# 🗓️ Week 07: Putting it all together: from web scraping to initial data cleaning

In this lecture, we revisit the core concepts of web scraping by compiling a list of the last instances of [UK general elections from Wikipedia](https://en.wikipedia.org/wiki/List_of_United_Kingdom_general_elections).

The case study covers the following topics:

- Finding CSS/XPath selectors on a page
- Writing functions for web scraping tasks
- List comprehensions for data extraction
- Using pd.apply() for data manipulation

The repository will be created from scratch during the lecture, providing a hands-on approach to Git commands and web scraping techniques.
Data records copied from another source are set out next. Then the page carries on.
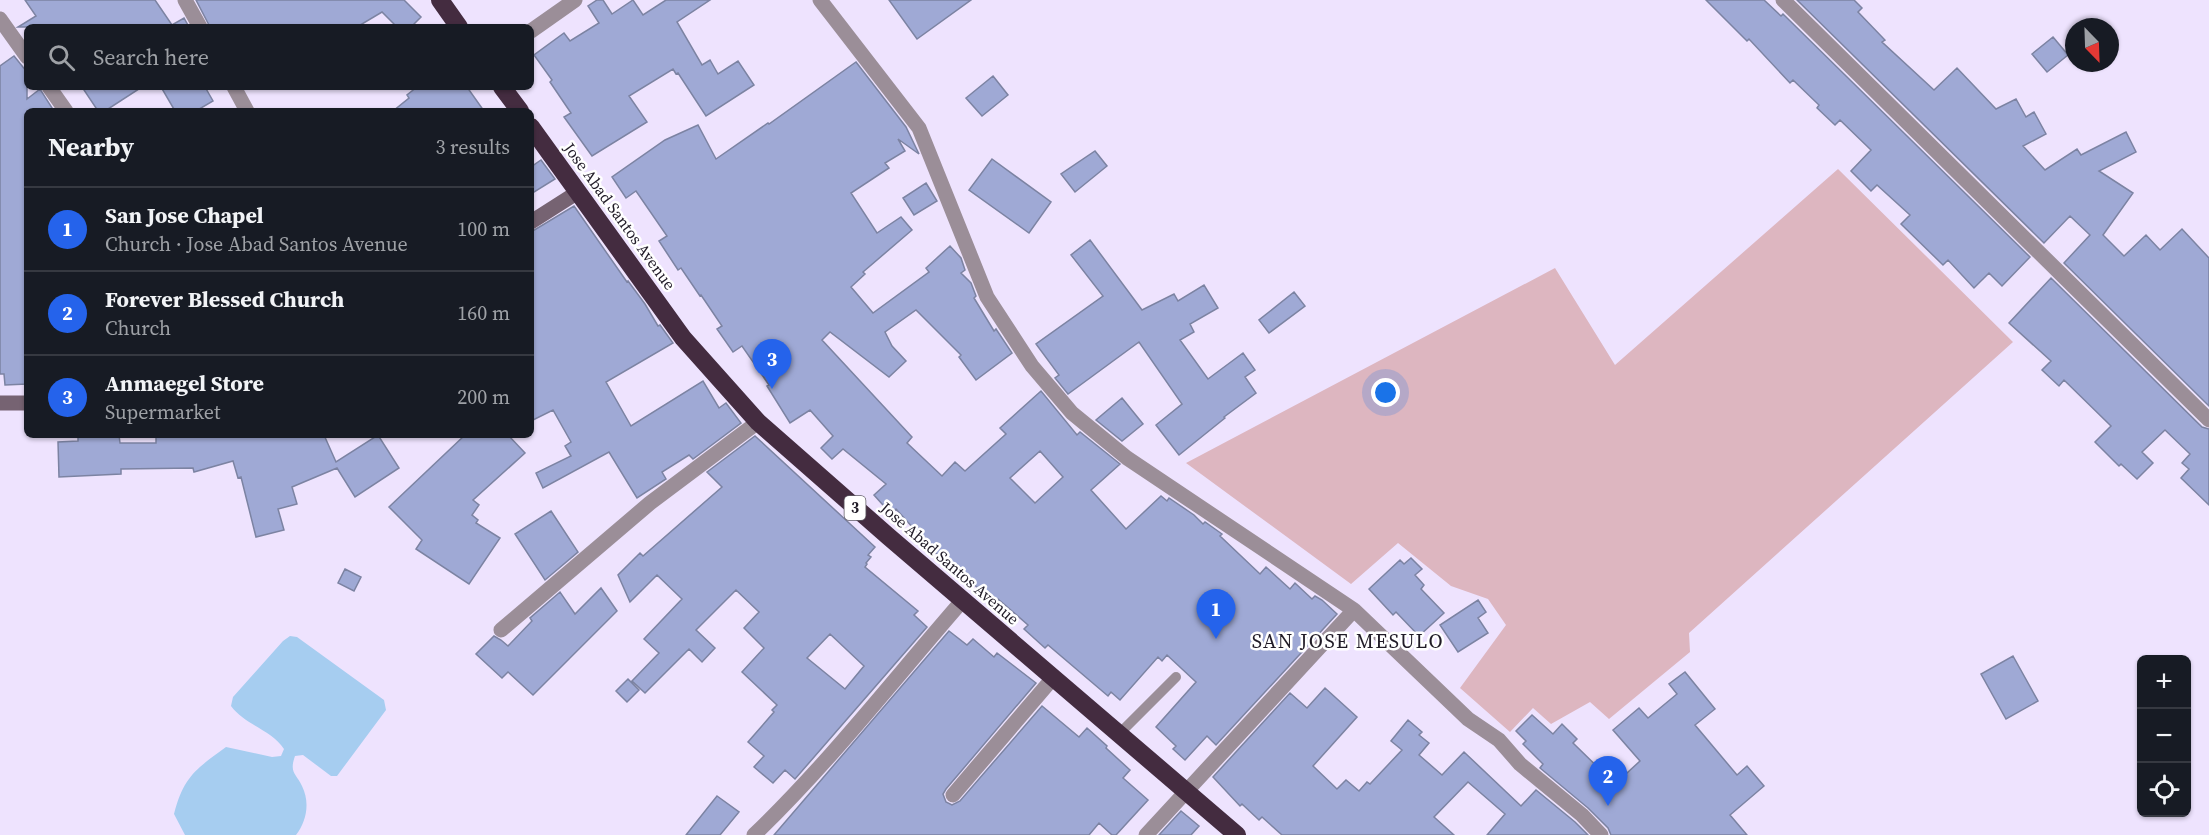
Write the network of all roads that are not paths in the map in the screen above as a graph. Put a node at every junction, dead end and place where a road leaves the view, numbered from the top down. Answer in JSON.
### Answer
{"nodes":[{"id":1,"x":185,"y":0,"type":"edge"},
{"id":2,"x":440,"y":0,"type":"edge"},
{"id":3,"x":575,"y":0,"type":"edge"},
{"id":4,"x":820,"y":0,"type":"edge"},
{"id":5,"x":1783,"y":0,"type":"edge"},
{"id":6,"x":0,"y":19,"type":"edge"},
{"id":7,"x":198,"y":24,"type":"edge"},
{"id":8,"x":457,"y":24,"type":"edge"},
{"id":9,"x":534,"y":29,"type":"edge"},
{"id":10,"x":24,"y":53,"type":"edge"},
{"id":11,"x":51,"y":90,"type":"edge"},
{"id":12,"x":236,"y":90,"type":"edge"},
{"id":13,"x":504,"y":90,"type":"edge"},
{"id":14,"x":64,"y":108,"type":"edge"},
{"id":15,"x":245,"y":108,"type":"edge"},
{"id":16,"x":518,"y":108,"type":"edge"},
{"id":17,"x":534,"y":131,"type":"edge"},
{"id":18,"x":578,"y":192,"type":"junction"},
{"id":19,"x":534,"y":220,"type":"edge"},
{"id":20,"x":0,"y":403,"type":"edge"},
{"id":21,"x":24,"y":403,"type":"edge"},
{"id":22,"x":2209,"y":420,"type":"edge"},
{"id":23,"x":758,"y":422,"type":"junction"},
{"id":24,"x":963,"y":600,"type":"junction"},
{"id":25,"x":1354,"y":610,"type":"junction"},
{"id":26,"x":501,"y":630,"type":"dead end"},
{"id":27,"x":1176,"y":677,"type":"dead end"},
{"id":28,"x":1053,"y":678,"type":"junction"},
{"id":29,"x":1119,"y":734,"type":"junction"},
{"id":30,"x":1186,"y":790,"type":"junction"},
{"id":31,"x":953,"y":795,"type":"dead end"},
{"id":32,"x":754,"y":835,"type":"edge"},
{"id":33,"x":1146,"y":835,"type":"edge"},
{"id":34,"x":1237,"y":835,"type":"edge"},
{"id":35,"x":1601,"y":835,"type":"edge"}],
"edges":[{"from":1,"to":7,"type":"street"},
{"from":2,"to":8,"type":"highway"},
{"from":3,"to":9,"type":"street"},
{"from":4,"to":25,"type":"street"},
{"from":5,"to":22,"type":"street"},
{"from":6,"to":10,"type":"street"},
{"from":11,"to":14,"type":"street"},
{"from":12,"to":15,"type":"street"},
{"from":13,"to":16,"type":"highway"},
{"from":17,"to":18,"type":"highway","name":"Jose Abad Santos Avenue","number":"3"},
{"from":18,"to":19,"type":"main road"},
{"from":18,"to":23,"type":"highway","name":"Jose Abad Santos Avenue","number":"3"},
{"from":20,"to":21,"type":"main road"},
{"from":23,"to":24,"type":"highway","name":"Jose Abad Santos Avenue","number":"3"},
{"from":23,"to":26,"type":"street"},
{"from":24,"to":28,"type":"highway","name":"Jose Abad Santos Avenue","number":"3"},
{"from":24,"to":32,"type":"street"},
{"from":25,"to":30,"type":"street"},
{"from":25,"to":35,"type":"street"},
{"from":27,"to":29,"type":"lane"},
{"from":28,"to":29,"type":"highway","name":"Jose Abad Santos Avenue","number":"3"},
{"from":28,"to":31,"type":"street"},
{"from":29,"to":30,"type":"highway","name":"Jose Abad Santos Avenue","number":"3"},
{"from":30,"to":33,"type":"street"},
{"from":30,"to":34,"type":"highway","name":"Jose Abad Santos Avenue","number":"3"}]}
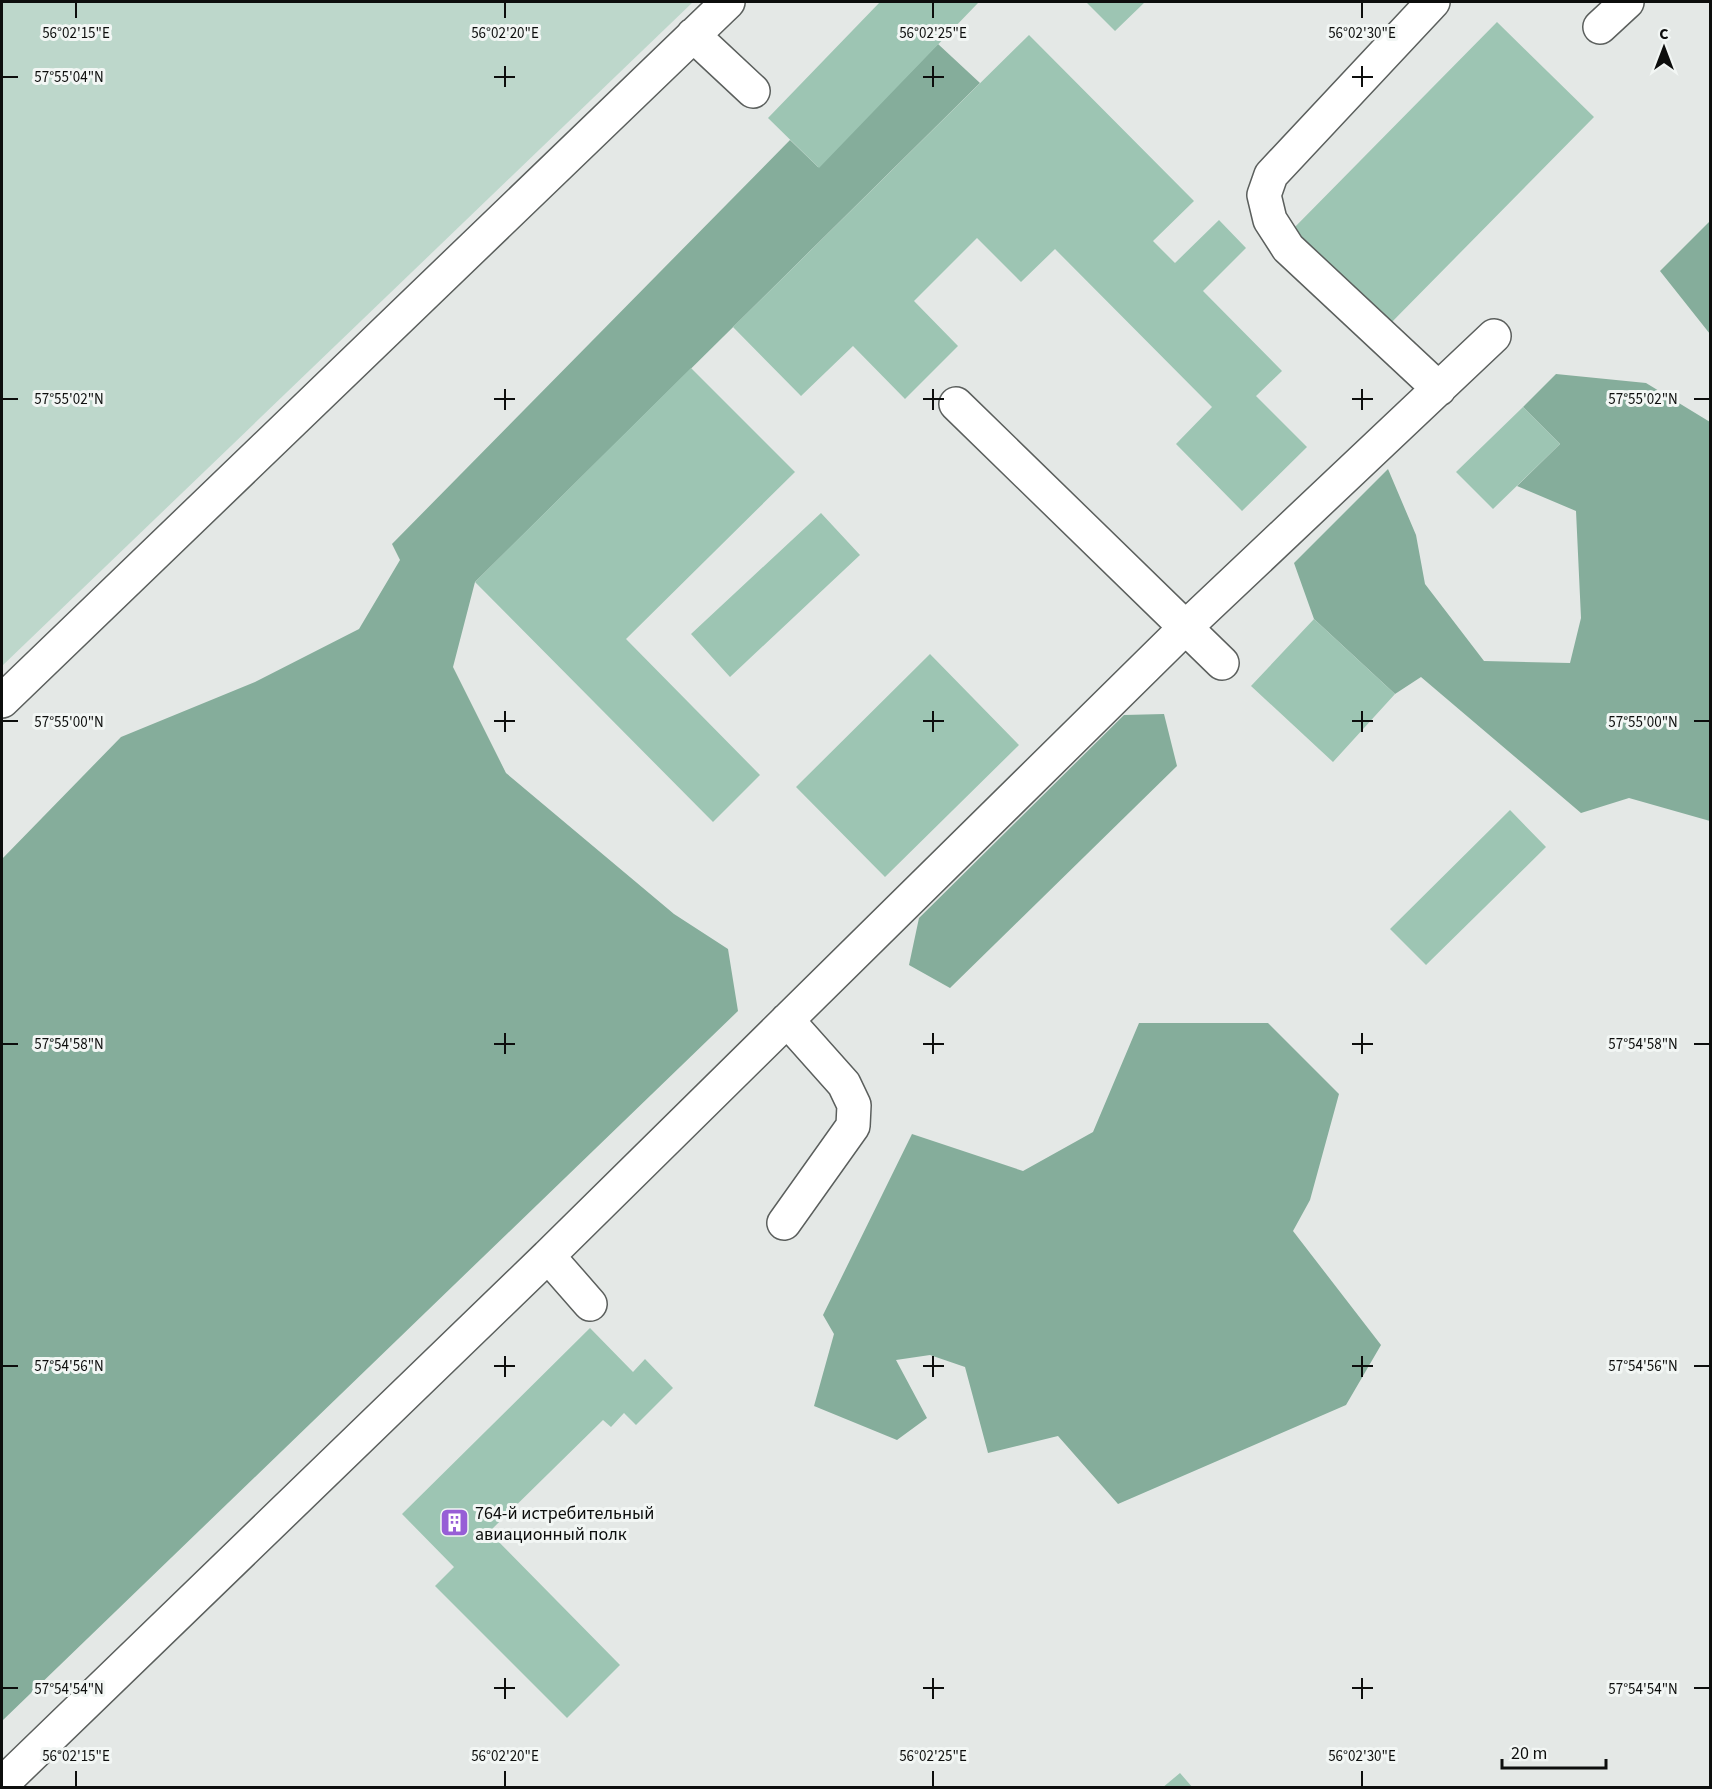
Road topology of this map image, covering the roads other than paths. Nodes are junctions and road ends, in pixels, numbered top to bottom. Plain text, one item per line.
1 (728, 2) edge
2 (1433, 2) edge
3 (1627, 2) edge
4 (1600, 27) dead end
5 (693, 35) junction
6 (753, 91) dead end
7 (1494, 336) dead end
8 (1439, 389) junction
9 (956, 404) dead end
10 (1186, 627) junction
11 (1222, 663) dead end
12 (2, 701) edge
13 (787, 1020) junction
14 (784, 1223) dead end
15 (548, 1256) junction
16 (590, 1304) dead end
17 (2, 1784) edge

1 - 5 lane
2 - 8 lane
3 - 4 lane
5 - 6 lane
5 - 12 lane
7 - 8 lane
8 - 10 lane
9 - 10 lane
10 - 11 lane
10 - 13 lane
13 - 14 lane
13 - 15 lane
15 - 16 lane
15 - 17 lane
This case study aims to reinforce the concepts learned and help students apply them to their W08 assignment.


In [9]:
import io
import requests

import pandas as pd
import numpy as np

from scrapy.selector import Selector
from urllib.parse import urljoin

### Part 1: Pages about UK general elections

In [32]:
base_url = "https://en.wikipedia.org/wiki/List_of_United_Kingdom_general_elections"

response = requests.get(base_url)
sel = Selector(text=response.text)

response.status_code

200

In [48]:
def box_info(box):
    common_url = "https://en.wikipedia.org"
    text = box.xpath(".//text()").get()
    href = box.xpath(".//@href").get()

    return {
        "year": box.xpath(".//text()").get(),
        "url": urljoin(common_url, href)
    }

big_box = sel.xpath("//td[contains(@class, 'navbox-list')]")[0]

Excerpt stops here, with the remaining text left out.